TASK: Look through the lines below and copy each one that includes "улица".

[Saved entries]
**********
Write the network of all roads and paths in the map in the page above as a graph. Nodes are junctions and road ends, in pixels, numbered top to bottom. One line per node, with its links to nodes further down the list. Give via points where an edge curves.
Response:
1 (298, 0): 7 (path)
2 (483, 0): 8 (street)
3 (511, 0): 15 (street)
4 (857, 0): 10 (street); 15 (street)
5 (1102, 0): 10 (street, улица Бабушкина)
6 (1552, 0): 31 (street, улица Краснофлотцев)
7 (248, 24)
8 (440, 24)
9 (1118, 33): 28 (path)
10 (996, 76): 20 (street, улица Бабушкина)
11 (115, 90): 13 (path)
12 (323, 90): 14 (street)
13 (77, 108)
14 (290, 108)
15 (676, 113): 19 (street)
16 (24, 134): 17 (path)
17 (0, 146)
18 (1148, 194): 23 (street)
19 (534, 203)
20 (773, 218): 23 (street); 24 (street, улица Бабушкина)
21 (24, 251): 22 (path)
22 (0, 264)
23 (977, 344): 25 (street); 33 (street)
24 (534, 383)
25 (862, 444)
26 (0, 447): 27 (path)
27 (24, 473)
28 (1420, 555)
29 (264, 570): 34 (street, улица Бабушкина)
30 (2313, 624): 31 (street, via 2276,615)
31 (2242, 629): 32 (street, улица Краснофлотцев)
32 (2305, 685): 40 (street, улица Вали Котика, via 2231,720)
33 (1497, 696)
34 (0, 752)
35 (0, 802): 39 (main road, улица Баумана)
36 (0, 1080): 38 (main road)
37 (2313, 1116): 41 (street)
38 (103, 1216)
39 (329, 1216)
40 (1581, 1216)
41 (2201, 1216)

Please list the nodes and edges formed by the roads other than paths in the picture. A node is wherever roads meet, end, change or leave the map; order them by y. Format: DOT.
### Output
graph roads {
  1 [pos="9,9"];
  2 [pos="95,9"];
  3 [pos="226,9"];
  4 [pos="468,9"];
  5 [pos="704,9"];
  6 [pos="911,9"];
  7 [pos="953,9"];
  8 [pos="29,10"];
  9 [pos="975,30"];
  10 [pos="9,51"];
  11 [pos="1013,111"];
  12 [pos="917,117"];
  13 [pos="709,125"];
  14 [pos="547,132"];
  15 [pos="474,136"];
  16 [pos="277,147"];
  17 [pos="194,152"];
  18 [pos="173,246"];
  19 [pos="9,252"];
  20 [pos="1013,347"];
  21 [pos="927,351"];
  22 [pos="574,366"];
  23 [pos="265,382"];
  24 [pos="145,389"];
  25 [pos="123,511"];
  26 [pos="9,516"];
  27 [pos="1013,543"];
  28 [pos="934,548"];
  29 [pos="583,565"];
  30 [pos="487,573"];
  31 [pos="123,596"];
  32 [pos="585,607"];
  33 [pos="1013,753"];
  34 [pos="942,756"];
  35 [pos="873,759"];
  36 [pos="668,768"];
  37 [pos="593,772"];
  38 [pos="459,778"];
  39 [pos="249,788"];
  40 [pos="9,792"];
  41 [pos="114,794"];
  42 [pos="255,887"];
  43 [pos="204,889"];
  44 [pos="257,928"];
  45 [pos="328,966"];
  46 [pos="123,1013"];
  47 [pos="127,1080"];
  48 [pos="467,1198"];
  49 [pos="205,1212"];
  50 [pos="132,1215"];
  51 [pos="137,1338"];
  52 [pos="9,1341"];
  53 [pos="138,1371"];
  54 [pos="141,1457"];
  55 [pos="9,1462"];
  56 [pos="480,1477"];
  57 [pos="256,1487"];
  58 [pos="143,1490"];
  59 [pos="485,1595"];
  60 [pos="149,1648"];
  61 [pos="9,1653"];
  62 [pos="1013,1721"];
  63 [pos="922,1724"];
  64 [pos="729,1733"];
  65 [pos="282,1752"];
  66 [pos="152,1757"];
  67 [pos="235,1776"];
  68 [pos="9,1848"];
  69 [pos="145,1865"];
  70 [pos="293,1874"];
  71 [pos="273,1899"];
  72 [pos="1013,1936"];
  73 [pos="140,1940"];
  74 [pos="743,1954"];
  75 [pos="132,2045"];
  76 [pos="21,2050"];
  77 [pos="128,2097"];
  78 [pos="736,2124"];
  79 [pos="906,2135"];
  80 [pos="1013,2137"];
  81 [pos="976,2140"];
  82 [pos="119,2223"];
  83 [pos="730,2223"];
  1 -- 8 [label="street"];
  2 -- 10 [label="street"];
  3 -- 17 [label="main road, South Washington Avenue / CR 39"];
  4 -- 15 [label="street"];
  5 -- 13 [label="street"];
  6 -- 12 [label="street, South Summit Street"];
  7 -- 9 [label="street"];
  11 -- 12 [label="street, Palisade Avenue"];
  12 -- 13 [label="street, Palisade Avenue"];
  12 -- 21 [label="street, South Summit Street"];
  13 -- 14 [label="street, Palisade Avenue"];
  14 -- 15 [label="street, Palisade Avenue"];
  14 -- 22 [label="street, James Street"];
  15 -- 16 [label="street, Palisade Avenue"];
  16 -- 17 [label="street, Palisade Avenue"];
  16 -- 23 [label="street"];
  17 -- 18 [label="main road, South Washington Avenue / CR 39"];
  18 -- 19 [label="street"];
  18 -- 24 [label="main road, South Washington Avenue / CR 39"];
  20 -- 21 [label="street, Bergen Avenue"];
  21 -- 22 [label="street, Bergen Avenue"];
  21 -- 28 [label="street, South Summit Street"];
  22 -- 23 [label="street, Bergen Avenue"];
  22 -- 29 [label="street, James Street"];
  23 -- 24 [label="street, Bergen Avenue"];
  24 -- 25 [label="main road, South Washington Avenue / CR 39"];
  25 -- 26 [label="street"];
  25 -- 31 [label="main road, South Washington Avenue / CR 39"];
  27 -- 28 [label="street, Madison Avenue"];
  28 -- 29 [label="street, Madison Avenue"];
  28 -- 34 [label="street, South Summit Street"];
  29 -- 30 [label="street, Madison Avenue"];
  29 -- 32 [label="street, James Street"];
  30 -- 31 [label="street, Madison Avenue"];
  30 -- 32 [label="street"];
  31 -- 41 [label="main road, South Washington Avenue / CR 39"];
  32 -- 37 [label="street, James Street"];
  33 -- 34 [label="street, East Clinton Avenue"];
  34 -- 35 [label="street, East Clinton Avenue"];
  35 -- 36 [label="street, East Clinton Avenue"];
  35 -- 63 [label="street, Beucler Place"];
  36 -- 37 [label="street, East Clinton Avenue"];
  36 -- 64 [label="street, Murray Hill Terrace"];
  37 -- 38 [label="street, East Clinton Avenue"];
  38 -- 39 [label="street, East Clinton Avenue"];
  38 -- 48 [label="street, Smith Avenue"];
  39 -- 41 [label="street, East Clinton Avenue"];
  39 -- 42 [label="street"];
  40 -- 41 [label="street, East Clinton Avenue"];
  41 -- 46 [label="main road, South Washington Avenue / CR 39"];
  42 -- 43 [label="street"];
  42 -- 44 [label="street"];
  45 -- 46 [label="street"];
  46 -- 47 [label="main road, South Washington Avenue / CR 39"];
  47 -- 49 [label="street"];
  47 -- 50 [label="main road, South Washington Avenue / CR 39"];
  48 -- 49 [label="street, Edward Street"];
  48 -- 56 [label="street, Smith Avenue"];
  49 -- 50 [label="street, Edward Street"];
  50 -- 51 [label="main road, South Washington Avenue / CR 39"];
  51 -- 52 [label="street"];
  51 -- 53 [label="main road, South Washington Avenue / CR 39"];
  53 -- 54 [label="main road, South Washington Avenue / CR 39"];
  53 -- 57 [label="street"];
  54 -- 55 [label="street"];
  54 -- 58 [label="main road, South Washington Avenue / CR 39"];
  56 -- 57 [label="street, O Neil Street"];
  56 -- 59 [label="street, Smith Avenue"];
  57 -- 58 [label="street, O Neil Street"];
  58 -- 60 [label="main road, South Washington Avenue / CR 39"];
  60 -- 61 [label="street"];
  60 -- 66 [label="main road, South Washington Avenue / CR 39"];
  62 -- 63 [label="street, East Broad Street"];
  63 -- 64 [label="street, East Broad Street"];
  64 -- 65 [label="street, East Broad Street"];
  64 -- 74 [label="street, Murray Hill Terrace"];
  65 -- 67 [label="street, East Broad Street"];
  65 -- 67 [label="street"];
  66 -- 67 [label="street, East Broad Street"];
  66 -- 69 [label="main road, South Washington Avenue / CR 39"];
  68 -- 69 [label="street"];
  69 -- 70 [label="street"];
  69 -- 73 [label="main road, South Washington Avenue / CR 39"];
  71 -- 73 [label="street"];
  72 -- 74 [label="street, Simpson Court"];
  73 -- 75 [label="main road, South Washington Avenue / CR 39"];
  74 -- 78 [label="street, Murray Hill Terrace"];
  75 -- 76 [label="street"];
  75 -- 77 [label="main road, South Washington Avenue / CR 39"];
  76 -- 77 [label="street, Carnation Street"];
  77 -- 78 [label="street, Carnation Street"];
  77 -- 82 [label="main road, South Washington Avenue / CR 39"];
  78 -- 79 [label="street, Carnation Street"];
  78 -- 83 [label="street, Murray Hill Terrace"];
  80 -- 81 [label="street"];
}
**********
RESULT:
5 (1102, 0): 10 (street, улица Бабушкина)
6 (1552, 0): 31 (street, улица Краснофлотцев)
10 (996, 76): 20 (street, улица Бабушкина)
20 (773, 218): 23 (street); 24 (street, улица Бабушкина)
29 (264, 570): 34 (street, улица Бабушкина)
31 (2242, 629): 32 (street, улица Краснофлотцев)
32 (2305, 685): 40 (street, улица Вали Котика, via 2231,720)
35 (0, 802): 39 (main road, улица Баумана)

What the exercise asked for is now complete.